▶ [DATA EXTRACTS]
#####

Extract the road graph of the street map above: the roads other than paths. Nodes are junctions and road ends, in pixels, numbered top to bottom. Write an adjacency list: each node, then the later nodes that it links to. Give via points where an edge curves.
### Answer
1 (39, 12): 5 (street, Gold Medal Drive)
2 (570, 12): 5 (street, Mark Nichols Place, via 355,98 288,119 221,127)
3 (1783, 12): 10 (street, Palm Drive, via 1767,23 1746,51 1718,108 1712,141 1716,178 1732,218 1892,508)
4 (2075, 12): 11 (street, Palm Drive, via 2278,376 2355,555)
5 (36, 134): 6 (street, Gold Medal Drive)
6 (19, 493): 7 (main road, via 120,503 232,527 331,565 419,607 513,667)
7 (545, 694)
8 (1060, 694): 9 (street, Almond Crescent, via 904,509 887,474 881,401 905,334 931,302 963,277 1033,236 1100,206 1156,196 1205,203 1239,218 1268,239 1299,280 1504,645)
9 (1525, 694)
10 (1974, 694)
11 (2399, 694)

#####

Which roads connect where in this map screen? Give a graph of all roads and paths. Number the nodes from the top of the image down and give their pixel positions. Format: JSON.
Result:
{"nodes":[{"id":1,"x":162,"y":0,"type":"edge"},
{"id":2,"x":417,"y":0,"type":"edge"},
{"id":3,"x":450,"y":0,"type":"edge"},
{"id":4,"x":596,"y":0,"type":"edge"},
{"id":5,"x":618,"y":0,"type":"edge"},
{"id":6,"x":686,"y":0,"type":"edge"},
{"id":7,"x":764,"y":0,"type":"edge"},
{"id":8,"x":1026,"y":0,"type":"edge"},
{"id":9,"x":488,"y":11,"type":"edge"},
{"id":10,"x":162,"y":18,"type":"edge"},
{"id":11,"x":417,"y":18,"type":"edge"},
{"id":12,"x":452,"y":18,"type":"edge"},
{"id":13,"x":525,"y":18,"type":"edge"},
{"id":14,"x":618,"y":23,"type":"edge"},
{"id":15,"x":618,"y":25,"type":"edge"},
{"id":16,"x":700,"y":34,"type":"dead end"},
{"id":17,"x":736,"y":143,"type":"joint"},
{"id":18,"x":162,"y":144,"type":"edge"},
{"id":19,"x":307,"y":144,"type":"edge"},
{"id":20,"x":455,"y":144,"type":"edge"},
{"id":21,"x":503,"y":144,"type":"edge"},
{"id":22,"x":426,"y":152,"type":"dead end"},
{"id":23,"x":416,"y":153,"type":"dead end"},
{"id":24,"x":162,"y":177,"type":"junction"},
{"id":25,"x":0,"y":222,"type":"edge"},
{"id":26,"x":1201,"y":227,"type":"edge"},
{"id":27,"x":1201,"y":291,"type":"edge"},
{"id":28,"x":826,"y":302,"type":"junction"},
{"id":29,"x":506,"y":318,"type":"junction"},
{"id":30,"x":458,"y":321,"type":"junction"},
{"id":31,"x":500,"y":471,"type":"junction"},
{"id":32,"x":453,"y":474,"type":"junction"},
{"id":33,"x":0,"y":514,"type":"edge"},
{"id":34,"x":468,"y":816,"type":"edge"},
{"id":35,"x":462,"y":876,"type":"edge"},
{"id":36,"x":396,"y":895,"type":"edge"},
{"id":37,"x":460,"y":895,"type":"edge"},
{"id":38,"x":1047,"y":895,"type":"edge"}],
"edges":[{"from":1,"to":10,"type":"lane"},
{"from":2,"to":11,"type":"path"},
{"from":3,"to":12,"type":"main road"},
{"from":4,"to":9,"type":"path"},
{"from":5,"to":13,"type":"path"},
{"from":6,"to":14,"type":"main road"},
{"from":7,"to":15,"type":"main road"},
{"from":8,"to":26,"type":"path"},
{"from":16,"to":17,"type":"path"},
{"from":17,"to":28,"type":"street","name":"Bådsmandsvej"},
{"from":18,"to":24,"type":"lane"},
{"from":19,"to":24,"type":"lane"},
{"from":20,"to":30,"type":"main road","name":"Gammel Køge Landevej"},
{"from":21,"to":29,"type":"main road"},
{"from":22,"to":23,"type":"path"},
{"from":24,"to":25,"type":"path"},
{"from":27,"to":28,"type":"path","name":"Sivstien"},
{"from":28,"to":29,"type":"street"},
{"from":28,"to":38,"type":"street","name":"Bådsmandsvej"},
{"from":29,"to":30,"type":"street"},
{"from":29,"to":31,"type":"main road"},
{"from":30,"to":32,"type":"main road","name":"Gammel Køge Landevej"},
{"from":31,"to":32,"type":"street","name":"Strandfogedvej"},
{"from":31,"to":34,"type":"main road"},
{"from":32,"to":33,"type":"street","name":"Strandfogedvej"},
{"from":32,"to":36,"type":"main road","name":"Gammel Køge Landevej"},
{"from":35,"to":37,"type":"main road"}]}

#####

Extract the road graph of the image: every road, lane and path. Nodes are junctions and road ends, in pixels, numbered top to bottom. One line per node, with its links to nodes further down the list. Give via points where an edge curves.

#####

▶ [WHAT TO PRODUCE] Each line that contains "links" is to be copied from the listing above.

▶ [ANSWER BOX]
Extract the road graph of the street map above: the roads other than paths. Nodes are junctions and road ends, in pixels, numbered top to bottom. Write an adjacency list: each node, then the later nodes that it links to. Give via points where an edge curves.
Extract the road graph of the image: every road, lane and path. Nodes are junctions and road ends, in pixels, numbered top to bottom. One line per node, with its links to nodes further down the list. Give via points where an edge curves.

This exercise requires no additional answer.